I am the three percent

Three percent is the market share for Windowsphone in the USA right now. Of that around seventy five percent is the share for Nokia. A big fish in a three percent pond. For Microsoft this is a reversal of position in a specific technology market it used to own. Microsoft dominated micro computing and mobile leaving pretty much every other manufacturer a long way back in a distant second place. Windows mobile was a leader just a few years ago.

My own phone is a Nokia Lumia 820. This makes me the owner of a device that is a minor player in the mobile space. If you want to know about it just check one the video reviews below.


I don't have the exact figures to hand but the mobile phone space is dominated by Google's Android operating system followed by a favourable showing by Apple in the 18-20% range and then the scraps of remaining sales are made up of Windowsphone and Blackberry. In the Android market itself the dominant player is Samsung with most other manufacturers trying to find space in a 'me too' phone market.

Of course it has to be said that making a phone call is one of the least likely activities you will probably perform on your smartphone. Listening to music, taking pictures and surfing the Internet are much more important. Looking back with hindsight it's easy to see that Windowsphone was late to the party and is still struggling. The history of mobile could leave you laughing at Microsoft CEO Steve Ballmer who was very negative about the iPhone at launch only to see it become the fashion phone of choice.


Ballmer was right in many ways. When he made the comments Windows Mobile was the leading OS in the mobile space along with Blackberry. However it was focussed on the business user. The business user often had no choice in his or her device instead an IT department choose what worked best with enterprise software such as Exchange email. The iphone and Android experiences built on consumer services such as email, music, video and developed an 'ecosystem' of products that was already locking in customers. The iphone was the ipod that could make calls and Android was the Google experience on the move.

Microsoft was, at the time of the iphone launch, a failing online services brand. It's entertainment offerings were not in the mobile space and, more importantly, were tied to the Xbox brand associated with gaming. Hard core gaming is a significant but small market. The Microsoft attempts at selling music were problematic. The digital rights management to prevent piracy had led to cumbersome software and hardware that were not easy to use and came up with obscure error messages when customers copied music between their own devices. The 'plays for sure' logo had a number of problems of which perhaps the most significant was that devices made by partners were not interoperable and didn't actually play for sure. In contrast Apple and Google had gradually developed products that just worked for consumers.
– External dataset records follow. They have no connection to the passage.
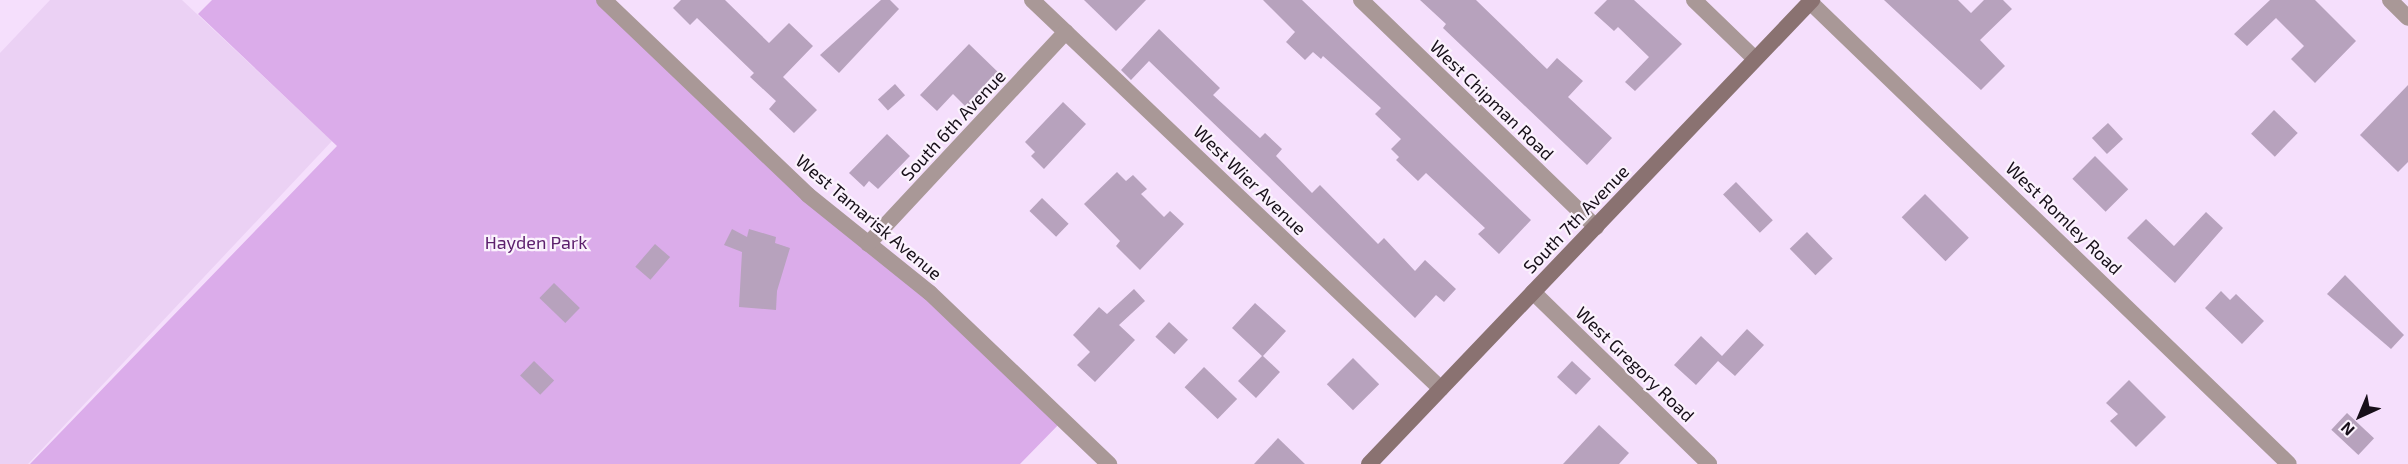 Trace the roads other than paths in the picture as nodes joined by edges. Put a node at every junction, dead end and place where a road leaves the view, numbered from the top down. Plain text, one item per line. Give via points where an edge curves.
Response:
1 (604, 0) edge
2 (1032, 0) edge
3 (1361, 0) edge
4 (1695, 0) edge
5 (2390, 0) edge
6 (1811, 1) edge
7 (2408, 18) edge
8 (1066, 32) junction
9 (1755, 59) junction
10 (1596, 227) junction
11 (868, 244) junction
12 (1533, 292) junction
13 (1441, 390) junction
14 (1109, 464) edge
15 (1369, 464) edge
16 (1709, 464) edge
17 (2289, 464) edge

1 - 11 street, West Tamarisk Avenue via 808,195
2 - 8 street, West Wier Avenue
3 - 10 street, West Chipman Road
4 - 9 street
5 - 7 street
6 - 9 main road, South 7th Avenue
6 - 17 street, West Romley Road
8 - 11 street, South 6th Avenue
8 - 13 street, West Wier Avenue
9 - 10 main road, South 7th Avenue
10 - 12 main road, South 7th Avenue
11 - 14 street, West Tamarisk Avenue via 930,293
12 - 13 main road, South 7th Avenue
12 - 16 street, West Gregory Road
13 - 15 main road, South 7th Avenue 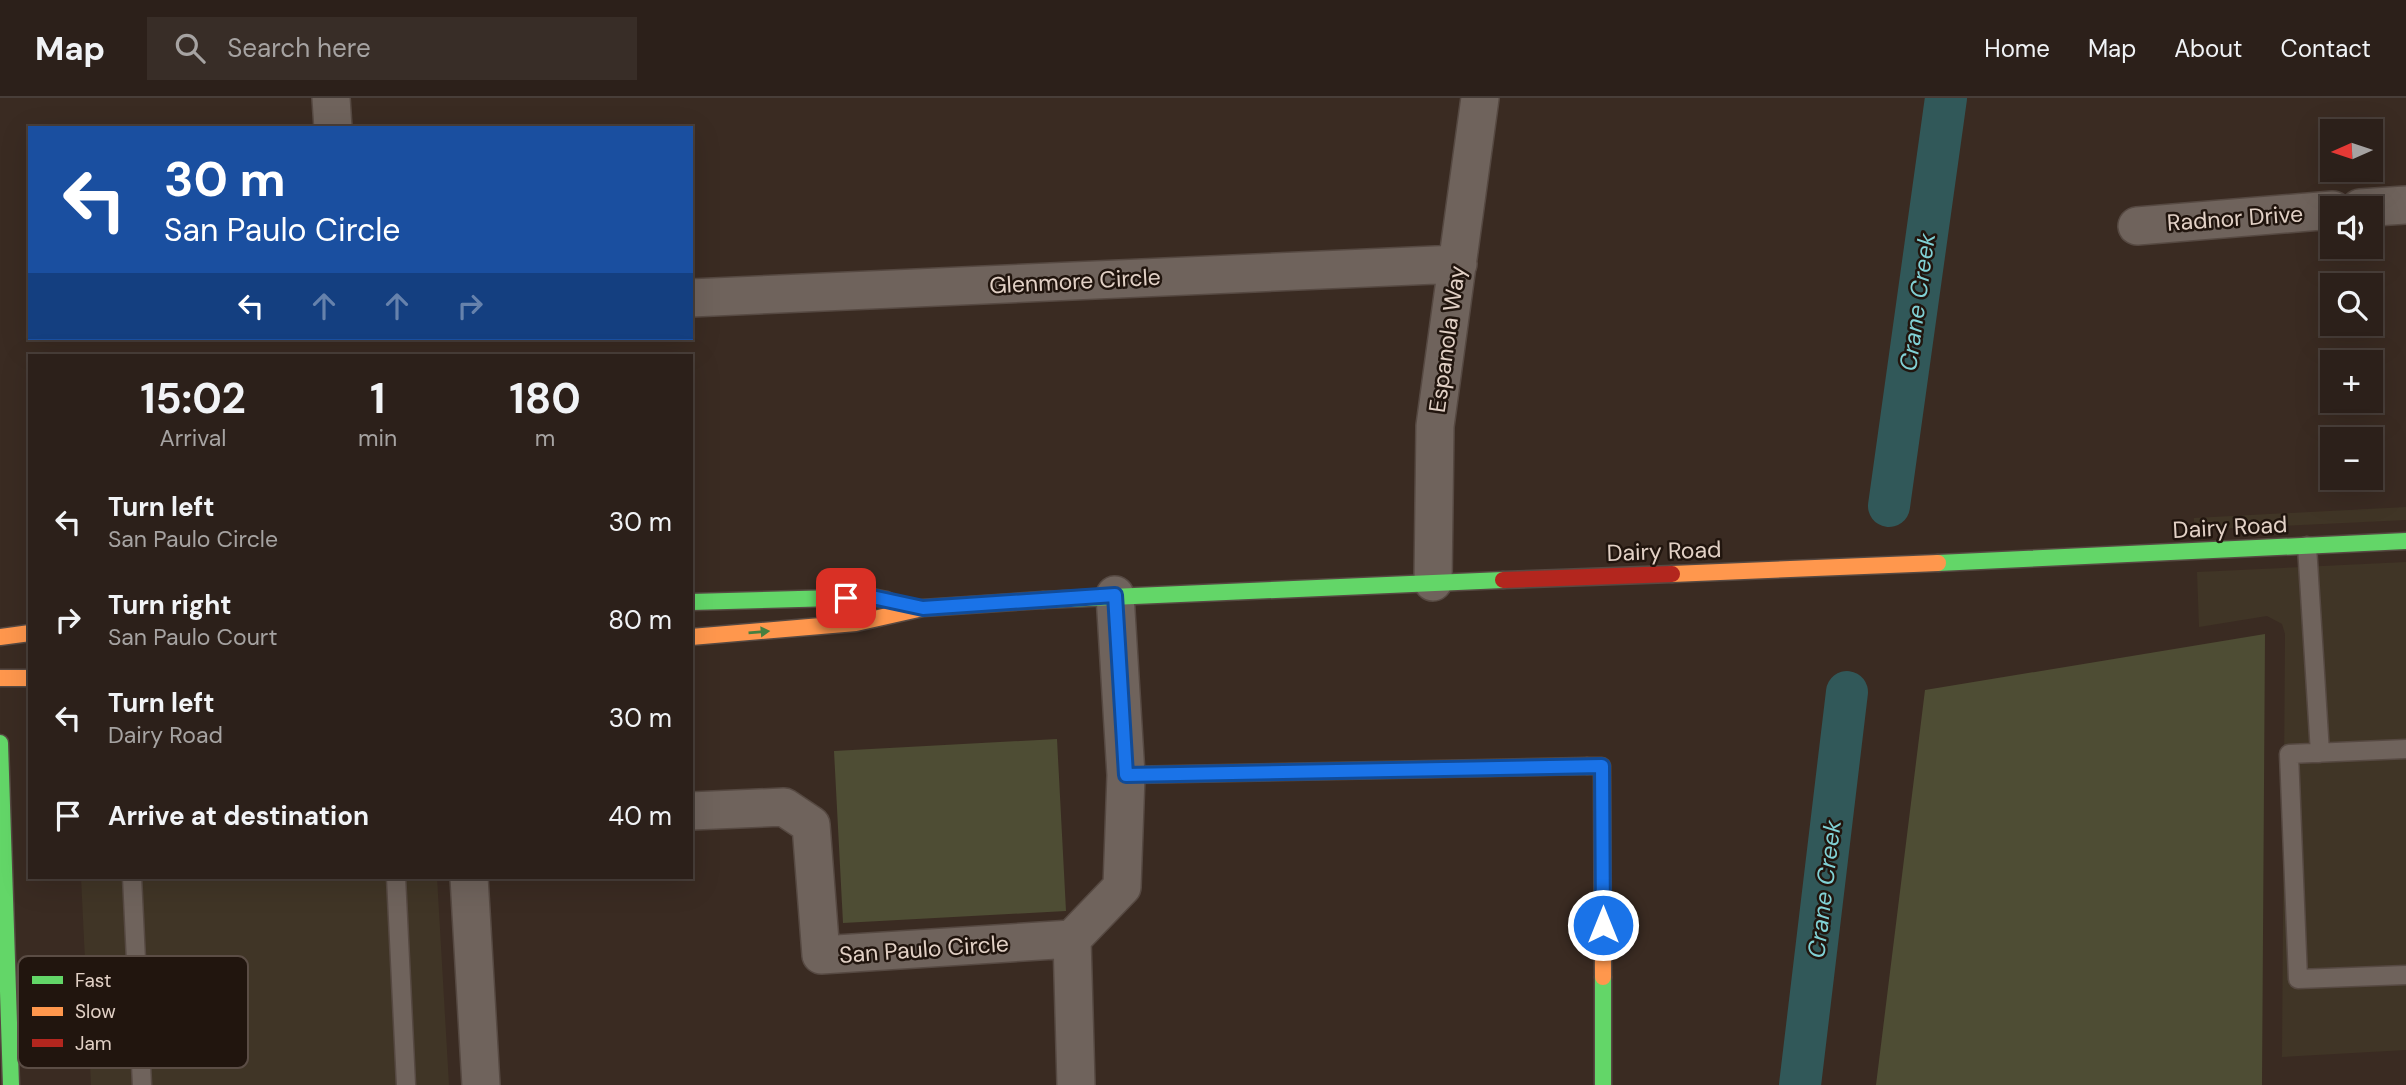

One of the great Windowsphone advances is the belated admission that ecosystems are important. It is an admission that came from creating a better ecosystem via the Microsoft account id, cloud storage, etc all together with the hardware.  They still haven't got music and entertainment services right but perhaps that is coming.

Windowsphone itself may be saved by their OEM partner Nokia. Nokia have been carefully creating lots of Lumia devices at a variety of price points and they are not 'cheap looking' devices. With tiny proportions of people in many markets being able to afford the premium priced iPhone and with Nokia strong in markets outside the USA it might be that Windowsphone growth could now happen almost entirely outside the USA.

Apple could produce a cheaper iPhone for some markets but they have generally been unwilling to drop from a premium price. As long as Microsoft continually improve their new mobile OS and don't shoot themselves in the foot the Nokia link might be the thing that means that I may own a device that makes up more than three percent of the mobile market sometime in the future.